The DWS Bond VIP, DWS Global Opportunities VIP, DWS International VIP and DWS Health Care VIP may invest in emerging markets. Investing in emerging markets may involve special risks and considerations not typically associated with investing in the United States of America. These risks include revaluation of currencies, high rates of inflation, repatriation restrictions on income and capital, and future adverse political, social and economic developments. Moreover, securities issued in these markets may be less liquid, subject to government ownership controls, delayed settlements and their prices more volatile than those of comparable securities in the United States of America.
E. Expense Reductions
For the year ended December 31, 2006, the Advisor reimbursed the Portfolios a portion of the expected fee savings for the Advisor through May 31, 2006, related to the outsourcing by the Advisor of certain administrative services to an unaffiliated service provider as follows:
Portfolio | Amount ($) |
DWS Bond VIP
| 1,919 |
DWS Growth & Income VIP
| 5,783 |
DWS Capital Growth VIP
| 17,194 |
DWS Global Opportunities VIP
| 3,467 |
DWS International VIP
| 3,003 |
DWS Health Care VIP
| 1,767 |
In addition, DWS Bond VIP, DWS Growth & Income VIP, DWS Capital Growth VIP and DWS Health Care VIP have entered into an arrangement with their custodian whereby credits realized as a result of uninvested cash balances are used to reduce a portion of the custodian expenses. During the year ended December 31, 2006, the custodian fees were reduced as follows:
Portfolio | Custody Credits ($) |
DWS Bond VIP
| 593 |
DWS Growth & Income VIP
| 42 |
DWS Capital Growth VIP
| 30 |
DWS Health Care VIP
| 87 |
F. Ownership of the Portfolios
At the end of the period, the beneficial ownership in the Portfolios was as follows:
DWS Bond VIP: One participating insurance company was an owner of record of 10% or more of the total outstanding Class A shares of the Portfolio, owning 65%. Two participating insurance companies were owners of record each owning 79% and 21% of the total outstanding Class B shares of the Portfolio.

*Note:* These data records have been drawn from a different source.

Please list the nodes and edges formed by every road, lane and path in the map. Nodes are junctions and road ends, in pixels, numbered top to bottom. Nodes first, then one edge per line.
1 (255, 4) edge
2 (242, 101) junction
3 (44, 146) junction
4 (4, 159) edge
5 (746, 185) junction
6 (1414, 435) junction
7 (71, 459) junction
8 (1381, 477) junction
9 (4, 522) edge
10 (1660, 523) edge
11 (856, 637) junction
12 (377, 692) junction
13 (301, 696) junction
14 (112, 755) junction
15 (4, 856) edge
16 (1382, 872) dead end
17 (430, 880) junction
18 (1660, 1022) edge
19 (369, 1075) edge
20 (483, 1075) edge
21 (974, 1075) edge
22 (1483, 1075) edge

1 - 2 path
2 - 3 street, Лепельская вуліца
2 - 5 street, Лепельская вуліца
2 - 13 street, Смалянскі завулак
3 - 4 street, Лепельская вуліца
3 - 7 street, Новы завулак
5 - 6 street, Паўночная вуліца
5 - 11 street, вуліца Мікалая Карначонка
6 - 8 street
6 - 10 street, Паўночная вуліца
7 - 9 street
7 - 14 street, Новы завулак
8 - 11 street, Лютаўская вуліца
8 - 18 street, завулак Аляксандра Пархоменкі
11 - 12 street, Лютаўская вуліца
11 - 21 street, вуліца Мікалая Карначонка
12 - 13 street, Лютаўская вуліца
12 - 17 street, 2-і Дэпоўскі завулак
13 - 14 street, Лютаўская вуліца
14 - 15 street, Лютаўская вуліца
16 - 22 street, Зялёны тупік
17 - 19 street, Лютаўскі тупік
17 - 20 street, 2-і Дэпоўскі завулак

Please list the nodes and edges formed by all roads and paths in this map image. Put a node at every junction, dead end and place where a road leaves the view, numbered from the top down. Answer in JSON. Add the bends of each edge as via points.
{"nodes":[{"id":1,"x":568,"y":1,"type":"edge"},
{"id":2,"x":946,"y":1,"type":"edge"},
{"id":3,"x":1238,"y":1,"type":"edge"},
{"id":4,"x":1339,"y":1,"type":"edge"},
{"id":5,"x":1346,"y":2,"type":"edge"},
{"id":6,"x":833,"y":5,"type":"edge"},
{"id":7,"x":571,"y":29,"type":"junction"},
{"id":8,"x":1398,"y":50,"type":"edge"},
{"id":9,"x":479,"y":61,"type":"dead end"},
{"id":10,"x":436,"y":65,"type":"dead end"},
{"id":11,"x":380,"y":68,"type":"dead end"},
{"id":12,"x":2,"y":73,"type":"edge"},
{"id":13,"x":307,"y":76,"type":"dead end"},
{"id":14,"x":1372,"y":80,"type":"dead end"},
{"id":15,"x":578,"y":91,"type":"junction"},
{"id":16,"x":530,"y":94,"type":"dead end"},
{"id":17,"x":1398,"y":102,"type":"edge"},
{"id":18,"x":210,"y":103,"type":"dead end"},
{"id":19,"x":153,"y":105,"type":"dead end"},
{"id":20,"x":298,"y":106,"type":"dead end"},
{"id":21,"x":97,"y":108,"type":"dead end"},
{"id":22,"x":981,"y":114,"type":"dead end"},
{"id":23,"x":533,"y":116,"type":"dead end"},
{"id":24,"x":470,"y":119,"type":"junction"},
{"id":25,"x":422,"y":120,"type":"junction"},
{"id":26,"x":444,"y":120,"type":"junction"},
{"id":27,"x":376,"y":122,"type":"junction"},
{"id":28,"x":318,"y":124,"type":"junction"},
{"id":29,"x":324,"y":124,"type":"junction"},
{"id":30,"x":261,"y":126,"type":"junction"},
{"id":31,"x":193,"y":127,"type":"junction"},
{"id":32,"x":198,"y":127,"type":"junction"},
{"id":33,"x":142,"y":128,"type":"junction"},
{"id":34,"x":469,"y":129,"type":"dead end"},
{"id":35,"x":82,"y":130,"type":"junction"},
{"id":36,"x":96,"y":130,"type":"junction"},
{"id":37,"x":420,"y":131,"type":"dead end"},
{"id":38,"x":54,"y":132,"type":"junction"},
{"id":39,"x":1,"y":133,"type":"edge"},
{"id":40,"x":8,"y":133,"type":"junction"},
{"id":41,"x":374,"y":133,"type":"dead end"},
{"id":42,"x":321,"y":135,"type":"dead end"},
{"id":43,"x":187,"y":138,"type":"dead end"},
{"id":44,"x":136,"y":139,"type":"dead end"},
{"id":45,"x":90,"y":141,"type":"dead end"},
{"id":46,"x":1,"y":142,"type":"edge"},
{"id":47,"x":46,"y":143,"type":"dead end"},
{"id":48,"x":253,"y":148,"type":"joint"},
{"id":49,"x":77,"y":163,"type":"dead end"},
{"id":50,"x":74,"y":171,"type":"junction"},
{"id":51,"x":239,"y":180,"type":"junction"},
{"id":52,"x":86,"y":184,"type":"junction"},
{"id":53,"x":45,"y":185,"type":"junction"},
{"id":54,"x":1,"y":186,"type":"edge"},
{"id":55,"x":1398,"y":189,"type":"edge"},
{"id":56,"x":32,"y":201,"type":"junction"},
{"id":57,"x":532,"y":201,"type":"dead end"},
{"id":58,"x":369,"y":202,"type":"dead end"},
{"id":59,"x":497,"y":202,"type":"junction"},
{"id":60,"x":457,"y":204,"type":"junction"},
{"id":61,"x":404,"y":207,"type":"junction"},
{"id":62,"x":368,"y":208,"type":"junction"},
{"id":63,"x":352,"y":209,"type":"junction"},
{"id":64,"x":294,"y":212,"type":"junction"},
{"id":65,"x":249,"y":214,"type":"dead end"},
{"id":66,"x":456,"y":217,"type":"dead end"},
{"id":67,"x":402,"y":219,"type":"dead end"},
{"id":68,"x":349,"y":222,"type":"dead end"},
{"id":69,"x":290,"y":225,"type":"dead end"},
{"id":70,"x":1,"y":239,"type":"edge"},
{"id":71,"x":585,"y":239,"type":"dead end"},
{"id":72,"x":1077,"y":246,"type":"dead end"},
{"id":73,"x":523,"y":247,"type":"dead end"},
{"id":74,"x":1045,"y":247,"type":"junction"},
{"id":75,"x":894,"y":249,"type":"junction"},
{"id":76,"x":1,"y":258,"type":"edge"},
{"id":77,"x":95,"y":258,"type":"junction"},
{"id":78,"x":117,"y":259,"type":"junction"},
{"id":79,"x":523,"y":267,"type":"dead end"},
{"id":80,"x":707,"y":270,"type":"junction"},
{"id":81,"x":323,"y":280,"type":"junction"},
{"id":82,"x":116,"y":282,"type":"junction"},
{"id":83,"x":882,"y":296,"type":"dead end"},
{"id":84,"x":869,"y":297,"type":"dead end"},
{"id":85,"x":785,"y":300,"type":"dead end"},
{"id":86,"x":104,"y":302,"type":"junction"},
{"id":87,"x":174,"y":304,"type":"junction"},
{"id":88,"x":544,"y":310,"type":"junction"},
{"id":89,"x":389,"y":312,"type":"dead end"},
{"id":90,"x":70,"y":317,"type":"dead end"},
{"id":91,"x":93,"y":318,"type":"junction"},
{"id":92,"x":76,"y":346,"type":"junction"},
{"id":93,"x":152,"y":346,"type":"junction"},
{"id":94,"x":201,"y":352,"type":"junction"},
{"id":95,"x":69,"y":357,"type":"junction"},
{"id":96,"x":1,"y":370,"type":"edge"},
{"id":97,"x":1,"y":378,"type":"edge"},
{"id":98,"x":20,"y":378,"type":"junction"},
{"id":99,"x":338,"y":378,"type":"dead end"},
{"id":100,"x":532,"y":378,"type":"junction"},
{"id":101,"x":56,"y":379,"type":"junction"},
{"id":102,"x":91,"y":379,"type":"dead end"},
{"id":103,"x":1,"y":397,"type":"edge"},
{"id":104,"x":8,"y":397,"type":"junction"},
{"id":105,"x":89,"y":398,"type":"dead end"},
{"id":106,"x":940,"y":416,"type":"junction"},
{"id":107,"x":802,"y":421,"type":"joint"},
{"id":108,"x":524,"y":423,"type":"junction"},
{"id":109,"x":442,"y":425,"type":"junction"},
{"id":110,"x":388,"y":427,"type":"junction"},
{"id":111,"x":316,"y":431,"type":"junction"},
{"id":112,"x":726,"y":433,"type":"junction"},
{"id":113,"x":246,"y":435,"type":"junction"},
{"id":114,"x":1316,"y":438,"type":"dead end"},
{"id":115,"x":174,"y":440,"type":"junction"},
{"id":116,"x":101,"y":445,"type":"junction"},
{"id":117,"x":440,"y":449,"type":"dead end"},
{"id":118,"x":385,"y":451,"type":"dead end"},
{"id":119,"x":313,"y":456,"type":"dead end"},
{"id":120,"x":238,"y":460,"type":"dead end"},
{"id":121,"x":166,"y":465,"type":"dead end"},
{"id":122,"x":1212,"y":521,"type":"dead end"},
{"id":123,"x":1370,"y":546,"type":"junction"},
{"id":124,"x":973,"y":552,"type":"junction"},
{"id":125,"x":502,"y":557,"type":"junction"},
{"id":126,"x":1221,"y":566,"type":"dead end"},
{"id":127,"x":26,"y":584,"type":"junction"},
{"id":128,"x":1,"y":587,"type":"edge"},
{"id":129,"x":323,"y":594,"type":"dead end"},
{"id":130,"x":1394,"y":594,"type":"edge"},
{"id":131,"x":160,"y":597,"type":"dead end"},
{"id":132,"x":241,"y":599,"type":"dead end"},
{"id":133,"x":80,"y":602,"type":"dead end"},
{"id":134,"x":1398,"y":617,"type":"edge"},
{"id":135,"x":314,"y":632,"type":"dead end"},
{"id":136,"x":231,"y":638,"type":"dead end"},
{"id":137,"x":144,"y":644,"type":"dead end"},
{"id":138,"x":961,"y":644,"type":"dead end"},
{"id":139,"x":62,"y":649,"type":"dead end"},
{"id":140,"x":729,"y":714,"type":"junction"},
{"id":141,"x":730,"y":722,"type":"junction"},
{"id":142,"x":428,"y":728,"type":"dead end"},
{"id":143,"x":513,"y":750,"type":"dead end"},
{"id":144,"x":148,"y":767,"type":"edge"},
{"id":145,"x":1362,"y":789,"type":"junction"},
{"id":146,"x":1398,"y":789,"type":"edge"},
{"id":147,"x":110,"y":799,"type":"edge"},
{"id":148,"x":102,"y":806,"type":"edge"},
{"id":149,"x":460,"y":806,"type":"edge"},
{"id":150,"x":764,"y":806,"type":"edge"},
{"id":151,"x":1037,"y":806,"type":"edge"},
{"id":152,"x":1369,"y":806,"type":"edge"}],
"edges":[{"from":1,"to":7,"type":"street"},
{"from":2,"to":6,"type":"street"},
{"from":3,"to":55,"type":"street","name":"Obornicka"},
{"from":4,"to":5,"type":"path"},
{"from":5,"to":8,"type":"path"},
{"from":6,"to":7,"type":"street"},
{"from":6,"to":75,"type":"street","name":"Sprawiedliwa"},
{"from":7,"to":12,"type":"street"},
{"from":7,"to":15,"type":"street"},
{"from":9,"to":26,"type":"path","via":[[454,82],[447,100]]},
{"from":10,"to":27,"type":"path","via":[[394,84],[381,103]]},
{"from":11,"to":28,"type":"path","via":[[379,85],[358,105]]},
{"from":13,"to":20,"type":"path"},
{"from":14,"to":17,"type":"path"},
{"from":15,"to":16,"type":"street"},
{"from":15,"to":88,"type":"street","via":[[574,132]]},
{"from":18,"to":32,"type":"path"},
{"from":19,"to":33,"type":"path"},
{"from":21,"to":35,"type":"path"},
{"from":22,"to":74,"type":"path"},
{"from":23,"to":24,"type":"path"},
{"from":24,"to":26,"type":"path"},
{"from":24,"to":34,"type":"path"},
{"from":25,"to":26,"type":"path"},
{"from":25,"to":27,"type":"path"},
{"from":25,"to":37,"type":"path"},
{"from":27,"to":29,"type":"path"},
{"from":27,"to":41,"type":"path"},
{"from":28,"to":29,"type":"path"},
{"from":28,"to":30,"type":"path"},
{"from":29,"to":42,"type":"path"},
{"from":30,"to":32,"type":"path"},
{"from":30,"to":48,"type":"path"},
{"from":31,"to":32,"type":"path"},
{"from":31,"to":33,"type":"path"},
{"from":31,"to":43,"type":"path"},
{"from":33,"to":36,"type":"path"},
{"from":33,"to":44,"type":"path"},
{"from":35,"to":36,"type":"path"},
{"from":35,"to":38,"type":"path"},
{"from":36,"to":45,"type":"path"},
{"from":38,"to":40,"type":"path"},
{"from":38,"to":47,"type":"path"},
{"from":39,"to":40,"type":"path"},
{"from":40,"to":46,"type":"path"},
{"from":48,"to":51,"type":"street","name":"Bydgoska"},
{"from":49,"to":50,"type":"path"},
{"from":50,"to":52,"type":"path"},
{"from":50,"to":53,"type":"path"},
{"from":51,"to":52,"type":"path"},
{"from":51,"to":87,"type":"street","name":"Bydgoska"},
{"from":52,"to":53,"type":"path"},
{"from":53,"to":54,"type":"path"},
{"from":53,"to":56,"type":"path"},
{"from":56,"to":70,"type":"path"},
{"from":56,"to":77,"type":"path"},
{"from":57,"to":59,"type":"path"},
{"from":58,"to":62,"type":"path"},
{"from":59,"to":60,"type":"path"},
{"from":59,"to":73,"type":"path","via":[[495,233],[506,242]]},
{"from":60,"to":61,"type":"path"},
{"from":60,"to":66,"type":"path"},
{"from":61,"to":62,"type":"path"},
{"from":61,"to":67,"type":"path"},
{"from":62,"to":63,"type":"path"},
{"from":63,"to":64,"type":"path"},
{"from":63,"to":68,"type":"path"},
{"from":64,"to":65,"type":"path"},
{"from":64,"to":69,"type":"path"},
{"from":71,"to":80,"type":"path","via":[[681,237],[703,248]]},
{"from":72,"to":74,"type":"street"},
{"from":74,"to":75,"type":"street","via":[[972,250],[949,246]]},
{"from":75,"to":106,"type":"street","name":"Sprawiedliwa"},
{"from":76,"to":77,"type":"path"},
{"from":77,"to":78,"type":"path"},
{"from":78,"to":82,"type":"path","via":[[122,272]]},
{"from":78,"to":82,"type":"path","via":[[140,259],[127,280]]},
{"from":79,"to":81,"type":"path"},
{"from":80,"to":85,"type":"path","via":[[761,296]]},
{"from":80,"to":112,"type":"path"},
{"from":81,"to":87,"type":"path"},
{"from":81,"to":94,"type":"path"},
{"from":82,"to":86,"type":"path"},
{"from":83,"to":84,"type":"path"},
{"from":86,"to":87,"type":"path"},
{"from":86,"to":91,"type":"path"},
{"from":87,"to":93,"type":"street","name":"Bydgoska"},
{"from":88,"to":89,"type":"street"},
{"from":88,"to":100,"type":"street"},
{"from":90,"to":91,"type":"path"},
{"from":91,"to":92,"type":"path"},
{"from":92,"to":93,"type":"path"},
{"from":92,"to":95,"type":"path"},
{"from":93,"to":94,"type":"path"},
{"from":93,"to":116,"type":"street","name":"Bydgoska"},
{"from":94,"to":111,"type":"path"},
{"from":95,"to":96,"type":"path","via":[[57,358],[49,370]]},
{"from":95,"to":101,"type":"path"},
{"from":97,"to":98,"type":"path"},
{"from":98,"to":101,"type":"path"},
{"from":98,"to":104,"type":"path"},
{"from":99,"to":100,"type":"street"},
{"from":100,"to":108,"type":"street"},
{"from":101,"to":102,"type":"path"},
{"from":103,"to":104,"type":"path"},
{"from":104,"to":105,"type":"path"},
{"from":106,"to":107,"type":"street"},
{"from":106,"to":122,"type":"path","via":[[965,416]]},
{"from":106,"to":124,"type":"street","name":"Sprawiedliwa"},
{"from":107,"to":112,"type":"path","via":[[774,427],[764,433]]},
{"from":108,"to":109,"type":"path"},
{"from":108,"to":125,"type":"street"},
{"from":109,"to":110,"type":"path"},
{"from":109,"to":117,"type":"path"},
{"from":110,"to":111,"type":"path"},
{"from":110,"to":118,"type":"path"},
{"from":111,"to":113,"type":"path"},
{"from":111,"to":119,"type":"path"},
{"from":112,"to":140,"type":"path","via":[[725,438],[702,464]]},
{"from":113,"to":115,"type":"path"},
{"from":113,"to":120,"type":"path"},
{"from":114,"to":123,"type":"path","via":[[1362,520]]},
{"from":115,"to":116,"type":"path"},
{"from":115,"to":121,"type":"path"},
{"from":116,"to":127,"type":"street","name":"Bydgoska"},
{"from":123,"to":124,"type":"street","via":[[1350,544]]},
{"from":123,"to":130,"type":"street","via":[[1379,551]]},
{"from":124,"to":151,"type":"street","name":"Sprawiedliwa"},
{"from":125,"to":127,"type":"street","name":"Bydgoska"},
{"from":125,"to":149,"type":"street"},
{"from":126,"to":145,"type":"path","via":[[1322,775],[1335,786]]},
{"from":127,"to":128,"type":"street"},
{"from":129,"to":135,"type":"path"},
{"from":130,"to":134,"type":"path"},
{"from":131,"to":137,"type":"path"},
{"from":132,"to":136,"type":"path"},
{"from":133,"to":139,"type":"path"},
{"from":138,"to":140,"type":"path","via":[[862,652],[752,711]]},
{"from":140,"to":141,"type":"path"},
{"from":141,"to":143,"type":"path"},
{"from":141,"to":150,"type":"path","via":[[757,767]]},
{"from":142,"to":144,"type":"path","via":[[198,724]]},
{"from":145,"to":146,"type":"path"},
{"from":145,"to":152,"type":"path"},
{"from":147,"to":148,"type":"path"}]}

DWS Growth & Income VIP: Three participating insurance companies were owners of record of 10% or more of the total outstanding Class A shares of the Portfolio, each owning 27%, 27% and 11%. Two participating insurance companies were owners of record, each owning 63% and 28% of the total outstanding Class B shares of the Portfolio.
DWS Capital Growth VIP: Four participating insurance companies were owners of record of 10% or more of the total outstanding Class A shares of the Portfolio, each owning 29%, 34%, 12% and 10%. Two participating insurance companies were owners of record, each owning 82% and 17% of the total outstanding Class B shares of the Portfolio.
DWS Global Opportunities VIP: Three participating insurance companies were owners of record of 10% or more of the total outstanding Class A shares of the Portfolio, each owning 59%, 18% and 10%. Three participating insurance companies were owners of record, each owning 65%, 20% and 15% of the total outstanding Class B shares of the Portfolio.
DWS International VIP: Two participating insurance companies were owners of record of 10% or more of the total outstanding Class A shares of the Portfolio, each owning 31% and 20%. Two participating insurance companies were owners of record, each owning 77% and 21% of the total outstanding Class B shares of the Portfolio.
DWS Health Care VIP: Two participating insurance companies were owners of record of 10% or more of the total outstanding Class A shares of the Portfolio, each owning 78% and 20%. Two participating insurance companies were owners of record, each owning 75% and 25% of the total outstanding Class B shares of the Portfolio.
G. Line of Credit
The Series and several other affiliated funds (the "Participants") share in a $750 million revolving credit facility administered by JPMorgan Chase Bank N.A. for temporary or emergency purposes, including the meeting of redemption requests that otherwise might require the untimely disposition of securities. The Participants are charged an annual commitment fee which is allocated, based upon net assets, among each of the Participants. Interest is calculated at the Federal Funds Rate plus 0.5 percent. Each Portfolio may borrow up to a maximum of 33 percent of its net assets under the agreement.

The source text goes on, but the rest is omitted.